APPENDIX: STATISTICAL DIFFERENCES BETWEEN LIEBERMAN AND NIELSEN HERBALIFE STUDIES
In January, Herbalife released the results of a market research study conducted on their behalf by Lieberman Research. Key parameters of that survey were as follows:
– 5% of adults purchased a Herbalife product in the last three months
– The results came from a survey of 2,000 interviews conducted in July 2012 and replicated in October 2012 (both surveys found the same 5% figure)
Meanwhile, key parameters from the Nielsen survey released recently by Herbalife are as follows:
– 3.3% of adults purchased a Herbalife product in the last three months
– The results came from a survey of 10,525 interviews conducted in April and May of 2013
To determine whether these two studies produced statistically different results, we can use accepted statistical principles to calculate a margin of error for each of these estimates.

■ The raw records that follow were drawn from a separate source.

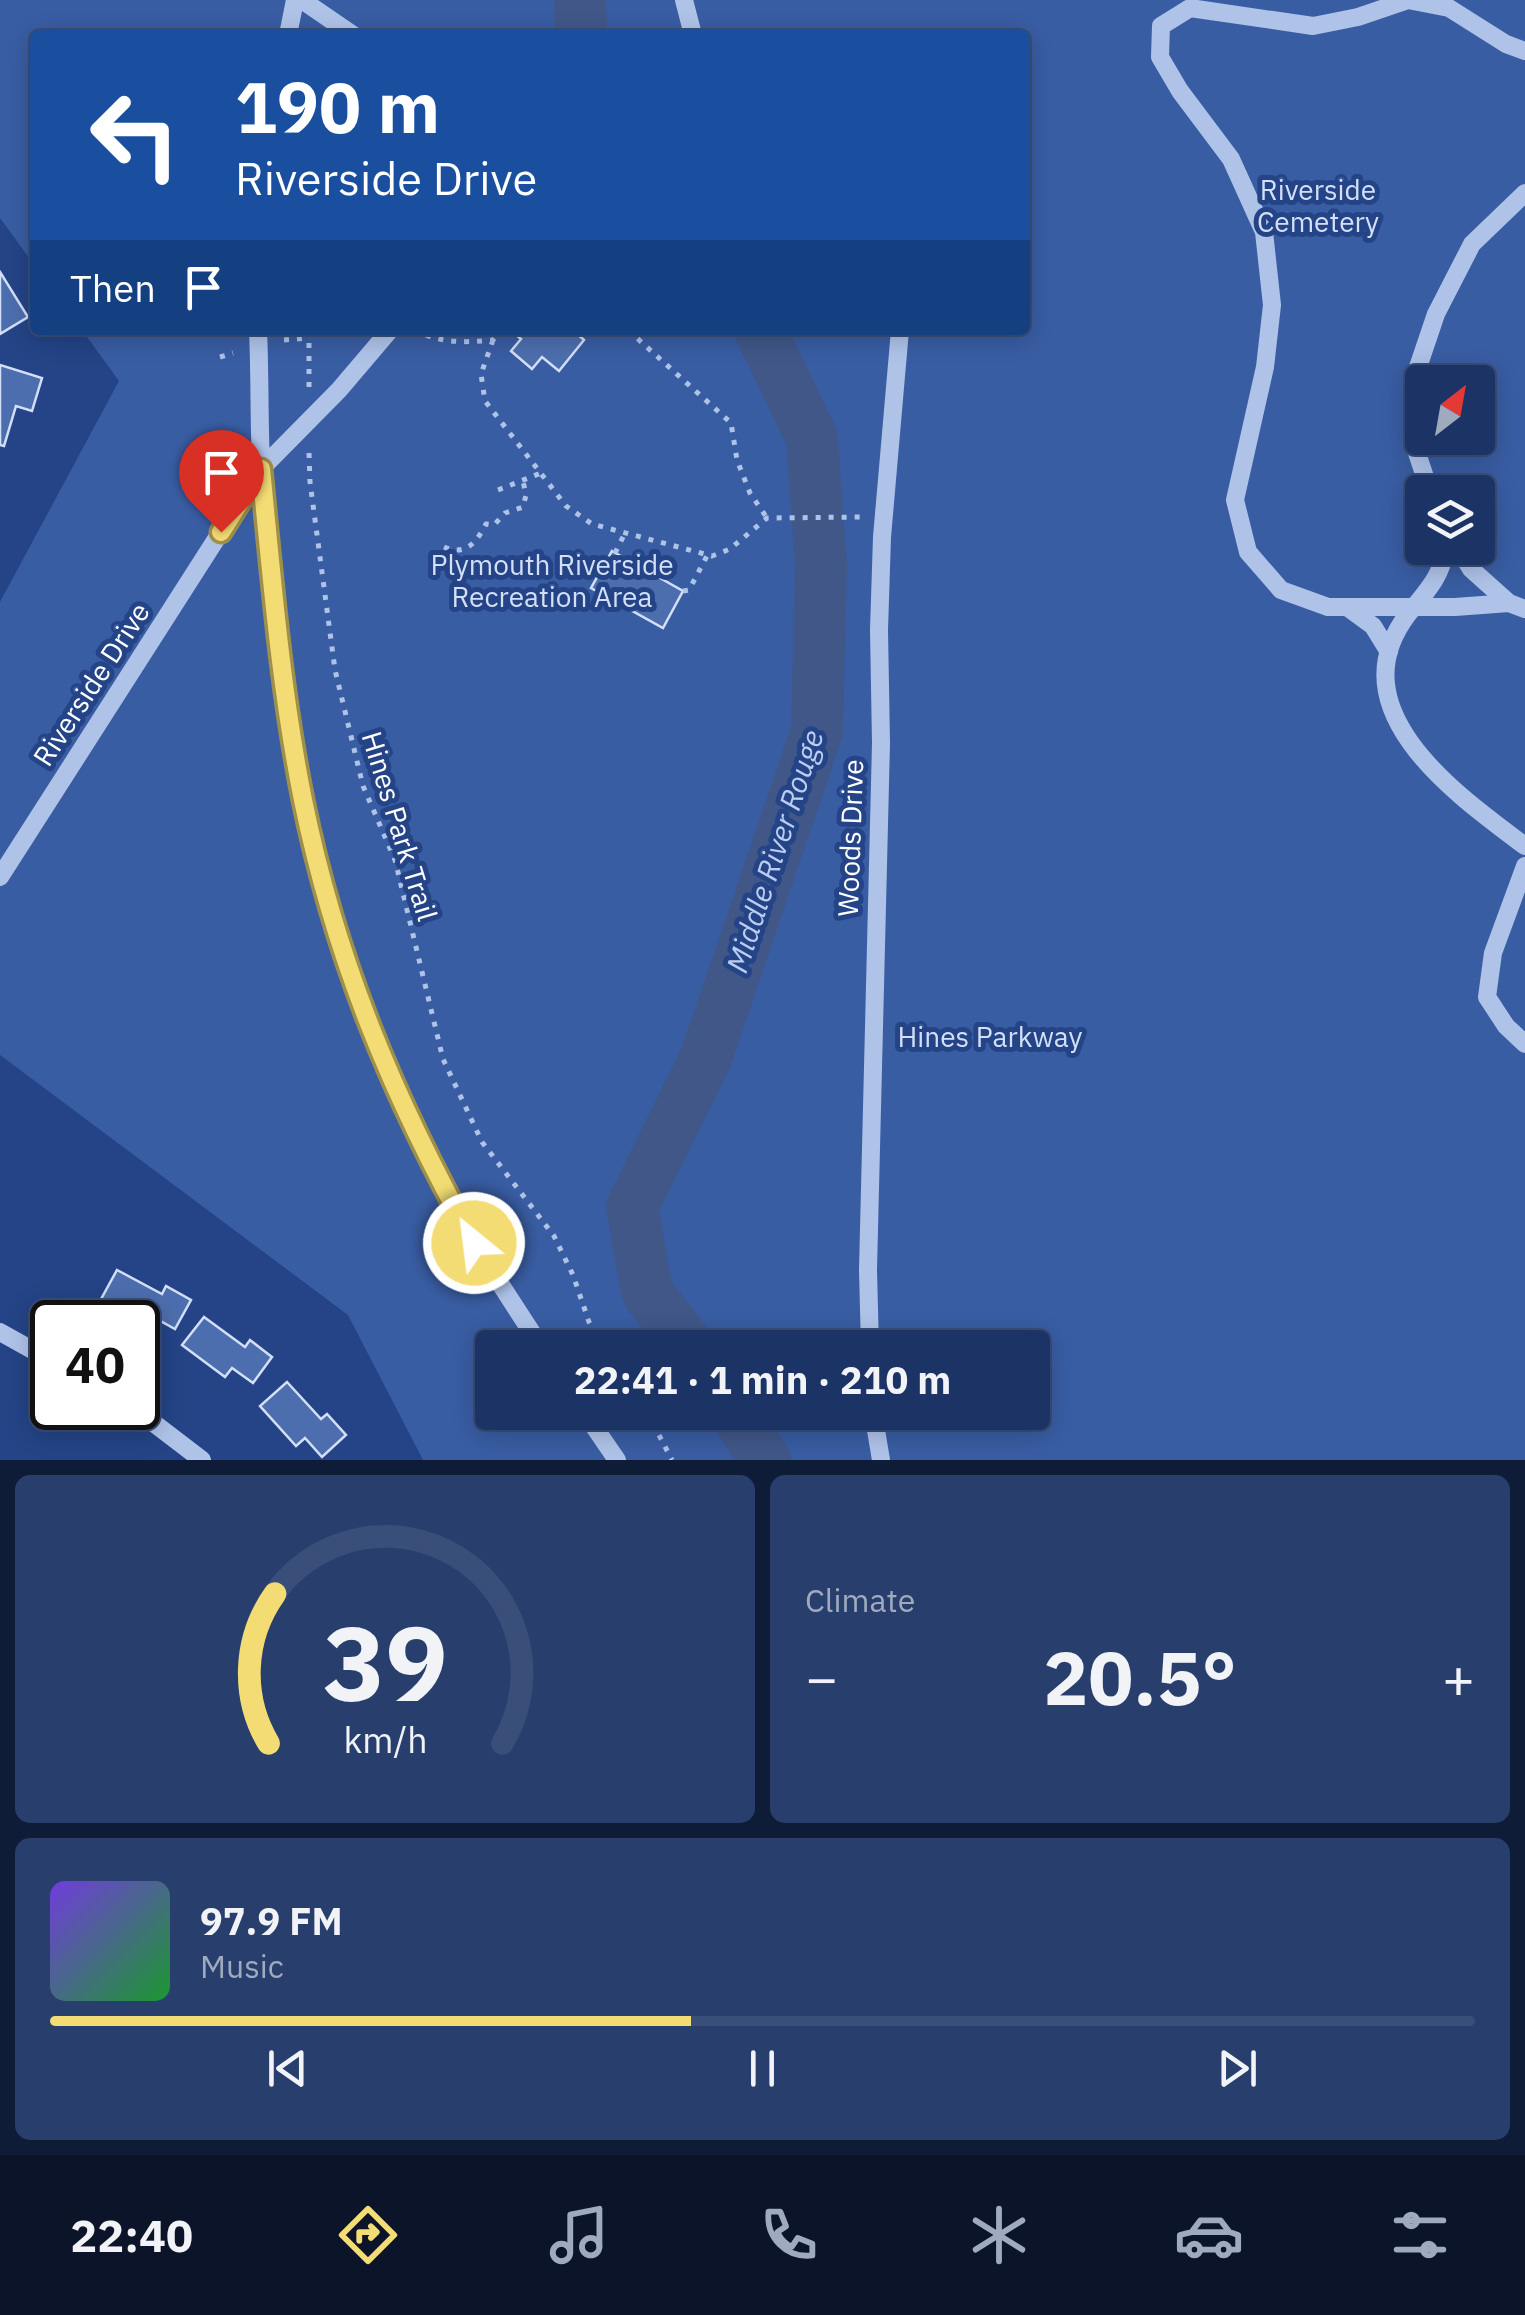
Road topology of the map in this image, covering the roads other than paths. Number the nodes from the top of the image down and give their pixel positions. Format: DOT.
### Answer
graph roads {
  1 [pos="298,0"];
  2 [pos="684,0"];
  3 [pos="289,30"];
  4 [pos="345,30"];
  5 [pos="692,30"];
  6 [pos="1525,51"];
  7 [pos="1525,193"];
  8 [pos="258,335"];
  9 [pos="386,335"];
  10 [pos="900,335"];
  11 [pos="261,469"];
  12 [pos="1424,475"];
  13 [pos="1440,565"];
  14 [pos="1469,565"];
  15 [pos="1517,606"];
  16 [pos="1414,607"];
  17 [pos="1347,608"];
  18 [pos="1390,652"];
  19 [pos="1525,846"];
  20 [pos="1525,866"];
  21 [pos="0,878"];
  22 [pos="1525,1044"];
  23 [pos="530,1330"];
  24 [pos="870,1330"];
  25 [pos="0,1332"];
  26 [pos="30,1349"];
  27 [pos="160,1428"];
  28 [pos="596,1430"];
  29 [pos="876,1430"];
  30 [pos="202,1460"];
  31 [pos="617,1460"];
  32 [pos="881,1460"];
  1 -- 3 [label="street"];
  1 -- 4 [label="street"];
  2 -- 5 [label="street"];
  6 -- 17 [label="street"];
  7 -- 12 [label="street"];
  8 -- 11 [label="street"];
  9 -- 11 [label="street, Riverside Drive"];
  10 -- 24 [label="street, Woods Drive"];
  11 -- 21 [label="street, Riverside Drive"];
  11 -- 23 [label="street"];
  13 -- 16 [label="street"];
  14 -- 15 [label="street"];
  15 -- 16 [label="street"];
  16 -- 17 [label="street"];
  16 -- 18 [label="street"];
  17 -- 18 [label="street"];
  18 -- 19 [label="street"];
  20 -- 22 [label="street"];
  25 -- 26 [label="street"];
  27 -- 30 [label="street"];
  28 -- 31 [label="street"];
  29 -- 32 [label="street"];
}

– At the 95% confidence level (the accepted standard in survey research), the Lieberman estimate of 5% has a margin of error of +/- 0.96%*. That means that with 95% certainty, Lieberman estimates the range for the true population proportion to be between 4.04% and 5.96%
– At the 95% confidence level, the Nielsen estimate of 3.3% has a margin of error of +/- 0.34%*.That means that with 95% certainty, Nielsen estimates the range for the true population proportion to be between 2.96% and 3.64%
– These two ranges contradict each other because they do not overlap. In addition, by applying a commonly used statistical test to compare the difference between two independently collected percentages (z-test of sample proportions), we can determine that these results are statistically different with 99% certainty
These survey results are not compatible. From here, we can conclude that the two survey results contradict each other for one of two reasons:
1) The two surveys produced different results because sales of Herbalife decreased from October 2012 to April/May 2013. However, sales data provided by the company does not confirm this hypothesis. (Herbalife reported $216.2mm of net sales in the U.S. in Q1’13, roughly the same as the $218.1mm it reported in Q2’12)
2) The two results produced different results because one or both studies relied on an unreliable methodology. This is the only other possible conclusion one can draw – that one or both of these surveys was flawed in some way. Whether it was due to an online methodology, question wording, or some other bias is impossible to say without Herbalife releasing the full results and methodology of both surveys (as well as the results of any other surveys the Company may have commissioned that have not been released publicly)**
*NOTE ON MARGIN OF ERROR CALCULATIONS: A commonly misunderstood fact about margin of error calculations is that they change depending on the percentage estimate in question (e.g. a 3.3% or 5% estimate vs. a much larger estimate like 25%, 50% or 75%). It is industry standard to report the maximum margin of error for a survey – but in practice, the maximum margin of error only applies when the percentage estimate is 50%. The margin of error shrinks as the percentage estimates approach the extremes of either 0% or 100%. In this case, the margin of error reported in Herbalife’s press release on the Nielsen study was +/- 0.96% – the correct number for the survey as a whole. However, on the specific issue of the margin of error on the 3.3% estimate for Herbalife purchasers, the margin of error is much smaller (+/- 0.34%). It is these precise margin of error estimates that we are appropriately relying upon in the explanation above.
**We note that the Lieberman survey results are extrapolated to U.S. households, whereas the Nielsen survey results are extrapolated to the U.S. adult population. Without a full release of the surveys, it is unclear whether Lieberman asked if respondents had purchased Herbalife product within the last three months (as suggested by the transcript of Kim Rory at the January 10th, 2013 Herbalife investor presentation), or if Lieberman inquired as to whether respondents or any member of their household had purchased Herbalife product within the last three months.